Exercise prompt →
Go through the records and report each line in which the word "Court" occurs.

Top of Data for the task

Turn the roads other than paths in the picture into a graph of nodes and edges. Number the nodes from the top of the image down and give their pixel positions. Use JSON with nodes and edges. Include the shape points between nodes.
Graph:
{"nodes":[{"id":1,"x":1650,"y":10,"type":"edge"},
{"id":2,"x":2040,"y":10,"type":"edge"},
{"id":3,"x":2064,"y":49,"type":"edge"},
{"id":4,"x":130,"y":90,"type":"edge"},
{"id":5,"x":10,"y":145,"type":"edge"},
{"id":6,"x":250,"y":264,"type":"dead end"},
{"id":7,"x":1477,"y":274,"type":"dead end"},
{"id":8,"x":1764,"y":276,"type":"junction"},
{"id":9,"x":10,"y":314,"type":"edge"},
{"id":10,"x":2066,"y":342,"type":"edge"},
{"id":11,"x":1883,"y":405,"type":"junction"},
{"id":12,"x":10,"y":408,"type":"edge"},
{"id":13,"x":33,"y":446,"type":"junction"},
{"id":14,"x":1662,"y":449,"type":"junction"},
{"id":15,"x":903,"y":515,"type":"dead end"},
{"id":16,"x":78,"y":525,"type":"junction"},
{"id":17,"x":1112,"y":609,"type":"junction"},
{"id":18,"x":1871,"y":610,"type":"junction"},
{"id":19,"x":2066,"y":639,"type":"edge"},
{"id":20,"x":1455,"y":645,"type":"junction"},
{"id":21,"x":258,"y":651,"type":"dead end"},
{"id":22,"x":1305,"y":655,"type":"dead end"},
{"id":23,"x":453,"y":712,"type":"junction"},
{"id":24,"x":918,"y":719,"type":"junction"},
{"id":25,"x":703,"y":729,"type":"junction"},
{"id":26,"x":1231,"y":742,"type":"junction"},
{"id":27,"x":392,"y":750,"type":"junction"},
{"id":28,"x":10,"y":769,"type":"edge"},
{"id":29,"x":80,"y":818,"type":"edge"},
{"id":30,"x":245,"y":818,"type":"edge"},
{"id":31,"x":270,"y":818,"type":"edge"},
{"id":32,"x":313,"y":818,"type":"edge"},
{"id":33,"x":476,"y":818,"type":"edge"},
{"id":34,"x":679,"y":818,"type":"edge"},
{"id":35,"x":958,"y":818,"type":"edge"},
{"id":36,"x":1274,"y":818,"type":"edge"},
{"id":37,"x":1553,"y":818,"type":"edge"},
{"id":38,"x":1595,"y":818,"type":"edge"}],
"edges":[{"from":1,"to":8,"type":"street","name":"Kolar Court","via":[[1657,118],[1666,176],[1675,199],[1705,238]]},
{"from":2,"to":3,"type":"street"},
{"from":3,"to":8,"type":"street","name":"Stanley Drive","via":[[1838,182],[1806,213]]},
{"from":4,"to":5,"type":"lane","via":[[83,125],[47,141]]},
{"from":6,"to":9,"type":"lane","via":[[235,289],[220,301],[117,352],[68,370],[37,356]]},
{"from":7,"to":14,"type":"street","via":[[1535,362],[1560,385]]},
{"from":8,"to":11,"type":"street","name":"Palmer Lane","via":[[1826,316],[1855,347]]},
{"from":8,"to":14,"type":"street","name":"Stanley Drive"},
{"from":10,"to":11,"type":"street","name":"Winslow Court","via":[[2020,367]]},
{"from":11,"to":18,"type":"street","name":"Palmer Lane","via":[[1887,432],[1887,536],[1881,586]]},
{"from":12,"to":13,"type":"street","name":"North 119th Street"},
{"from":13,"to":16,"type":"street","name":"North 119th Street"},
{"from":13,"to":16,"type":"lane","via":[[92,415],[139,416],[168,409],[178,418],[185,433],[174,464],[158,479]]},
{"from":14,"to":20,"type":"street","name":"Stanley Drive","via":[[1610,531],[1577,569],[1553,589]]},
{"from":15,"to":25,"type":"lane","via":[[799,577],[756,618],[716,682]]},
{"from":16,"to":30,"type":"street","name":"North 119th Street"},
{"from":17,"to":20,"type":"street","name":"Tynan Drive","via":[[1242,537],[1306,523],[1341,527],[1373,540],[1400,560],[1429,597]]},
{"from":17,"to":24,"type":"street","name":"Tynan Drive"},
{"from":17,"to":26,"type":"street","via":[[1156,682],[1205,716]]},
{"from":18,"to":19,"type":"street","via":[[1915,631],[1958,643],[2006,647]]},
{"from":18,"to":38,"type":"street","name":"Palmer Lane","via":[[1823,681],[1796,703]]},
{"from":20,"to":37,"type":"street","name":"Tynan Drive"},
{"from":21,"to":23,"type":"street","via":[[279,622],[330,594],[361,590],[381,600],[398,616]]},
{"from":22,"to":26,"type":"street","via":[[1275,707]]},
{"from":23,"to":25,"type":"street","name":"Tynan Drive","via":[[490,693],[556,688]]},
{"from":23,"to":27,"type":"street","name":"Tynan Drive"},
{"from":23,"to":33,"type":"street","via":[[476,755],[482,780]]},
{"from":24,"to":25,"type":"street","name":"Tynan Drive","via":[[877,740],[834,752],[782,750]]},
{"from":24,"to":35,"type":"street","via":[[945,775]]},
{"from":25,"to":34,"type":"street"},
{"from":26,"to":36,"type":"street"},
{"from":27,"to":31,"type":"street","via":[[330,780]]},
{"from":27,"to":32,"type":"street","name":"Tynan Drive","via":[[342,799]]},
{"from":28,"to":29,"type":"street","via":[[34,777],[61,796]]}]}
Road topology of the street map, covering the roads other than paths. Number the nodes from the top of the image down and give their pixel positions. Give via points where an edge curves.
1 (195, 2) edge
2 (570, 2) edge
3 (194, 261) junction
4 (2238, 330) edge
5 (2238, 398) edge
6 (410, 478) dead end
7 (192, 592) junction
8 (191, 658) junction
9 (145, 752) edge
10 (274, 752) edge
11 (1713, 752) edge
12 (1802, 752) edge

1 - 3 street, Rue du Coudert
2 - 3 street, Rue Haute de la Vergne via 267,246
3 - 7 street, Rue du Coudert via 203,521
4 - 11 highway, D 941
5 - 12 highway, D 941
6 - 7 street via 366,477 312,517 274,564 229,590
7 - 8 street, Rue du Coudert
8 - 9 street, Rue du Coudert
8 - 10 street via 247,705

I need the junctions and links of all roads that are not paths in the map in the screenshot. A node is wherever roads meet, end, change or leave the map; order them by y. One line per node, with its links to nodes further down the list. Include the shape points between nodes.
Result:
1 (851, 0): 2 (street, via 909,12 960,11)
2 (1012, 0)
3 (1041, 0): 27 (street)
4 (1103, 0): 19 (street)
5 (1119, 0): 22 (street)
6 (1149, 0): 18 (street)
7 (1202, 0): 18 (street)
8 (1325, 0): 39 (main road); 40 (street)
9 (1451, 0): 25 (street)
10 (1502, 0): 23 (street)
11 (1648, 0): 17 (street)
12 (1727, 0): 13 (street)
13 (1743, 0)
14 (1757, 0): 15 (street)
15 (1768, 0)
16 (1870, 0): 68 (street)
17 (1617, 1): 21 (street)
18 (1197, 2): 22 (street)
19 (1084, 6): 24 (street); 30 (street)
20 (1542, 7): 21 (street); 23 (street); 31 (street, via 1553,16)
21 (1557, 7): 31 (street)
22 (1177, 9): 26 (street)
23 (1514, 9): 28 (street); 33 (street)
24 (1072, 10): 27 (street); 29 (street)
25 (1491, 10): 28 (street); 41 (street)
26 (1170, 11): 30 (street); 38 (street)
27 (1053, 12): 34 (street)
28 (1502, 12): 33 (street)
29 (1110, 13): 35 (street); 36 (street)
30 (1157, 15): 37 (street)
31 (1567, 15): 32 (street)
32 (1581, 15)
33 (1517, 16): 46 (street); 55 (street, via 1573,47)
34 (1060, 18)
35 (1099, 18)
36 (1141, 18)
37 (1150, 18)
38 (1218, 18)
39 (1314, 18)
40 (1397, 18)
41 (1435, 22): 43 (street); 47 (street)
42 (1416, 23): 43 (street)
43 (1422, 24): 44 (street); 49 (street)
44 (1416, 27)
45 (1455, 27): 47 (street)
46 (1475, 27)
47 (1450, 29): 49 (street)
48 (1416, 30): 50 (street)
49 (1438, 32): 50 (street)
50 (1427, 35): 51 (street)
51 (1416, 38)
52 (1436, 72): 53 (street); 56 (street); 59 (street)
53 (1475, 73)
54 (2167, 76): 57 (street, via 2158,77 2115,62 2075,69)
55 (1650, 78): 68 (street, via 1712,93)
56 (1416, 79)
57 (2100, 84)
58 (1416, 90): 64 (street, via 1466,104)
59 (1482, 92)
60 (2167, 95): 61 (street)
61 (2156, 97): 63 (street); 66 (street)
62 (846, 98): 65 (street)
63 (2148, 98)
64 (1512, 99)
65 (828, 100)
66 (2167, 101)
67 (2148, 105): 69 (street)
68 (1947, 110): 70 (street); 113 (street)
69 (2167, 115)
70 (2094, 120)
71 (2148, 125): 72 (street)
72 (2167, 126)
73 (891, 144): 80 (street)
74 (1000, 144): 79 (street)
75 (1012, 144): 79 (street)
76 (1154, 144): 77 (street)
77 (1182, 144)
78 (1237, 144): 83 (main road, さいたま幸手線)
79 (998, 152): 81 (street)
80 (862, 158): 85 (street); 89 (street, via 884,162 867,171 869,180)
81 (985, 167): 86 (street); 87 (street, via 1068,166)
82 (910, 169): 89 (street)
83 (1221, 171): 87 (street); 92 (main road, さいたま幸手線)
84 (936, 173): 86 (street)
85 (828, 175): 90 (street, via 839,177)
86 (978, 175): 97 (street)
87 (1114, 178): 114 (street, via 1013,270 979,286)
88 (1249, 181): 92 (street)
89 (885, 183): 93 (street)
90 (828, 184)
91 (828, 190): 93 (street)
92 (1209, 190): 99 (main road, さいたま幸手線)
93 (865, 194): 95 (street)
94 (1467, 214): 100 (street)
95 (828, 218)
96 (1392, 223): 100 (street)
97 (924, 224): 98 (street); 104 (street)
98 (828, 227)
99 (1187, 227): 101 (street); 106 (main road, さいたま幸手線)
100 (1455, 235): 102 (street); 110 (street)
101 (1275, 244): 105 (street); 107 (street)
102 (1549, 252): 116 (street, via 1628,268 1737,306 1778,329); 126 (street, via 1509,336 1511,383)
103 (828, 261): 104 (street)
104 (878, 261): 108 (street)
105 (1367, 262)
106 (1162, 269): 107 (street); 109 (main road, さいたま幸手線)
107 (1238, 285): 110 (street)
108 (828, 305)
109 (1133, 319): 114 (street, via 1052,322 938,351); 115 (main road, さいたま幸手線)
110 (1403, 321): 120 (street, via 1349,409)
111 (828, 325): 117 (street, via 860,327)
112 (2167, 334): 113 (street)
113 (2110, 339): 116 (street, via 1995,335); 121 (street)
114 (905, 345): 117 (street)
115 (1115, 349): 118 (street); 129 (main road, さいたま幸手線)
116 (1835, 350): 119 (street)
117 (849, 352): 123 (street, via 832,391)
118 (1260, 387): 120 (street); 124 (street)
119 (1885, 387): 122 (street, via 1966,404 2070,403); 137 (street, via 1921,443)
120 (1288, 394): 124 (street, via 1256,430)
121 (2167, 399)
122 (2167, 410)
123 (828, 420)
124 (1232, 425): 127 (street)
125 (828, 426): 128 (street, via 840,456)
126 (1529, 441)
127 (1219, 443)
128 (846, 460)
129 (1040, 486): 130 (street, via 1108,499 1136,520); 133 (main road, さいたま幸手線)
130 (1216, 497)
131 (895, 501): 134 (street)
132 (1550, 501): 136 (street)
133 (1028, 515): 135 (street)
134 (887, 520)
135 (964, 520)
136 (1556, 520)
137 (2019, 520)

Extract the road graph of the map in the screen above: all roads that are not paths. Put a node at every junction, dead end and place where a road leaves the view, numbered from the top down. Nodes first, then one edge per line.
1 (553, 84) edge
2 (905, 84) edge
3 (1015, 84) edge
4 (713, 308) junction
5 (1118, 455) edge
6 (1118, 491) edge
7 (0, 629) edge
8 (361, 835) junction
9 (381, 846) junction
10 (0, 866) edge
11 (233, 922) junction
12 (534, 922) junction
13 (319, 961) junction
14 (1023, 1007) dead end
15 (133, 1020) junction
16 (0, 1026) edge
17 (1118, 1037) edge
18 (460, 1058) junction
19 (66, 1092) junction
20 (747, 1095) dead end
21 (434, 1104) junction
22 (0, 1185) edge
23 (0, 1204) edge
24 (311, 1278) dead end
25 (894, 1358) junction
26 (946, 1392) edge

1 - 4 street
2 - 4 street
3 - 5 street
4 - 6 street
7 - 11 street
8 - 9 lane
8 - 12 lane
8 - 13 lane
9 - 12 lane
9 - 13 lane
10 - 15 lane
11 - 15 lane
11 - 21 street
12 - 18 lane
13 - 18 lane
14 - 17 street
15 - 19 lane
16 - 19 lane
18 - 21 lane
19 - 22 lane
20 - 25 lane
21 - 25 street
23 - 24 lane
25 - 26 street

Bottom of Data for the task

Exercise result →
"edges":[{"from":1,"to":8,"type":"street","name":"Kolar Court","via":[[1657,118],[1666,176],[1675,199],[1705,238]]},
{"from":10,"to":11,"type":"street","name":"Winslow Court","via":[[2020,367]]},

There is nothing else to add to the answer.